# Data for this task
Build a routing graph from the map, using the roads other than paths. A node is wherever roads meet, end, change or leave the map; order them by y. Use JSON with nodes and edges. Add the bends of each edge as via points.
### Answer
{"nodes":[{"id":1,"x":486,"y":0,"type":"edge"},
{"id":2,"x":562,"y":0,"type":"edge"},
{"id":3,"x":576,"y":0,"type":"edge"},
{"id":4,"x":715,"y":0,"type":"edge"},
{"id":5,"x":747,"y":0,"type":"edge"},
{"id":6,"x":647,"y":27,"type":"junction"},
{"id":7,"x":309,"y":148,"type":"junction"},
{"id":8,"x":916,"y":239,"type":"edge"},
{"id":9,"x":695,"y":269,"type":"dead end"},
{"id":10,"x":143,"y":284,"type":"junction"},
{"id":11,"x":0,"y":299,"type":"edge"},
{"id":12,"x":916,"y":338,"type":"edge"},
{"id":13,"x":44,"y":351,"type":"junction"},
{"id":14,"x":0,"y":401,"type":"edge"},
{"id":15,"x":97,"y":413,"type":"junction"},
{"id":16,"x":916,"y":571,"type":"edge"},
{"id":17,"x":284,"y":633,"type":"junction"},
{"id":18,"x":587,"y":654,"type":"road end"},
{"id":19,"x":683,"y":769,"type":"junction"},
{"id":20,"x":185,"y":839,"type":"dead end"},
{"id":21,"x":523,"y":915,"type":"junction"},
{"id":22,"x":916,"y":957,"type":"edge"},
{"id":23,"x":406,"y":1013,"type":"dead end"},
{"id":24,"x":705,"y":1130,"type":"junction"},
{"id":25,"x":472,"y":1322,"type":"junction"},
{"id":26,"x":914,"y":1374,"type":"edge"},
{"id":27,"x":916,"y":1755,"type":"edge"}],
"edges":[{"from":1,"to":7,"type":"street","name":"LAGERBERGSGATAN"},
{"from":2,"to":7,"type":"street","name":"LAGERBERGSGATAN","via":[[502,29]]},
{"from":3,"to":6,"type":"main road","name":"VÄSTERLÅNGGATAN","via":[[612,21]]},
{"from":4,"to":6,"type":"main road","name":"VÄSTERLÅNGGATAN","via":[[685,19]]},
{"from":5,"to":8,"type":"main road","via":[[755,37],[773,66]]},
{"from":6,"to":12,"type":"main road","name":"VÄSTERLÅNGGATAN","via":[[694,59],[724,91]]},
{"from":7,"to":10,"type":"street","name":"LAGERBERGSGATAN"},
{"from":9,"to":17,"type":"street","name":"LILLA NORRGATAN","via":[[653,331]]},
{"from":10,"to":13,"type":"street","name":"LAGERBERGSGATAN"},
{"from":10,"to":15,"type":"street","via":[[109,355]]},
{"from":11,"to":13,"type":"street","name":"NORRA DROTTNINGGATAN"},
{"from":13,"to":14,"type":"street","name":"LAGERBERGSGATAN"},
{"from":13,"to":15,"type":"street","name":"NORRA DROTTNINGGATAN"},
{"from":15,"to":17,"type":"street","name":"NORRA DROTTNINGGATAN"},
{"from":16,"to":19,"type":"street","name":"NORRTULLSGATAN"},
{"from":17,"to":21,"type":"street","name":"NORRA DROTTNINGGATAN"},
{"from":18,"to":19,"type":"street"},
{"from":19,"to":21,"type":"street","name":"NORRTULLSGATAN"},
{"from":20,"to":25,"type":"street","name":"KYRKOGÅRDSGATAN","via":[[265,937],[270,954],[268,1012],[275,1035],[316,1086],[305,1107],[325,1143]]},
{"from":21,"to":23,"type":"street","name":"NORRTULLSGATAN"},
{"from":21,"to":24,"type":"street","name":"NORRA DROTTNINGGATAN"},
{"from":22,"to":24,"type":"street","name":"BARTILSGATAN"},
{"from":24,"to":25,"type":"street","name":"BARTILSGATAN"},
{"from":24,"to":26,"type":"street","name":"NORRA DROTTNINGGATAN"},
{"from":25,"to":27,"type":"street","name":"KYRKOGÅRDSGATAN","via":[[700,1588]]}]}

...

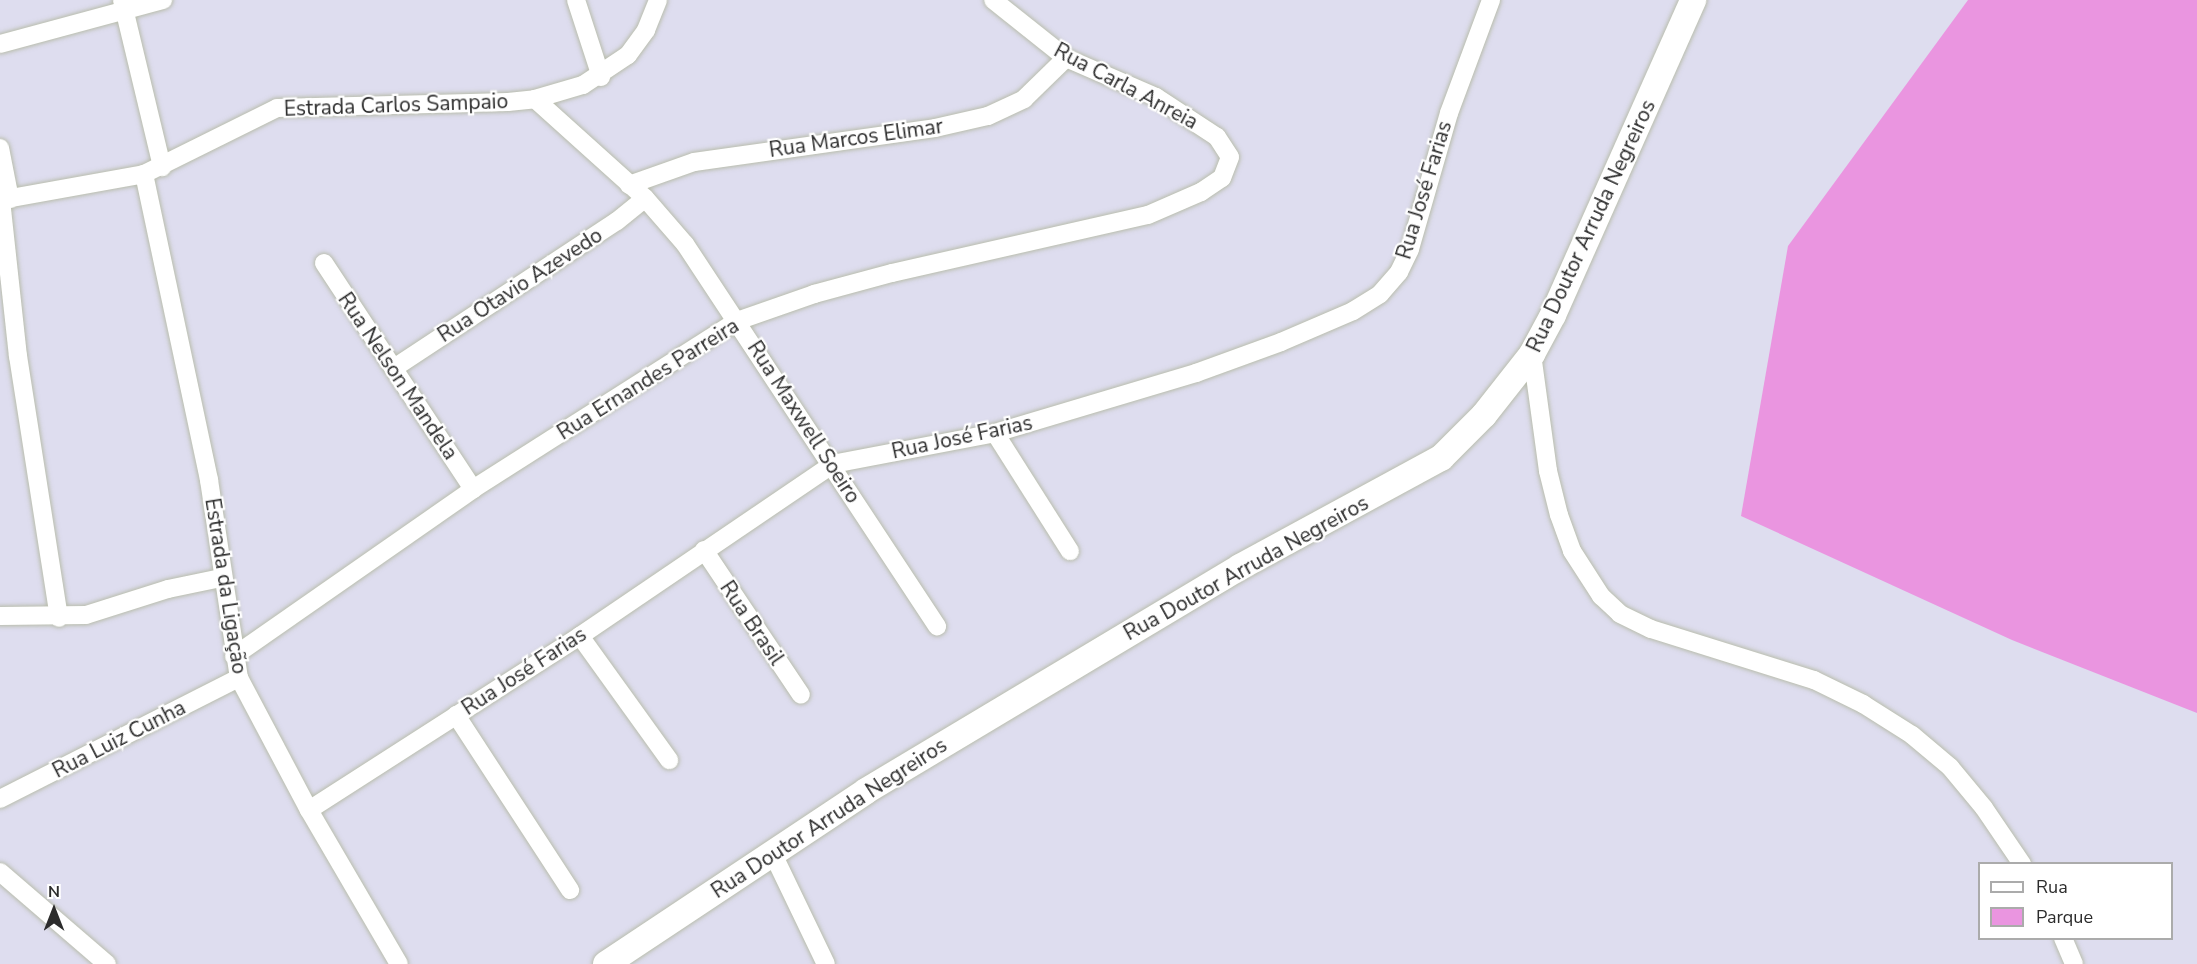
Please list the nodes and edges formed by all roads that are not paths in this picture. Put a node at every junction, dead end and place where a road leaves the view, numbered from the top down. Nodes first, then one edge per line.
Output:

# What you should do
Show the lines of the records above that mention "paths".

# Exercise response
Build a routing graph from the map, using the roads other than paths. A node is wherever roads meet, end, change or leave the map; order them by y. Use JSON with nodes and edges. Add the bends of each edge as via points.
Please list the nodes and edges formed by all roads that are not paths in this picture. Put a node at every junction, dead end and place where a road leaves the view, numbered from the top down. Nodes first, then one edge per line.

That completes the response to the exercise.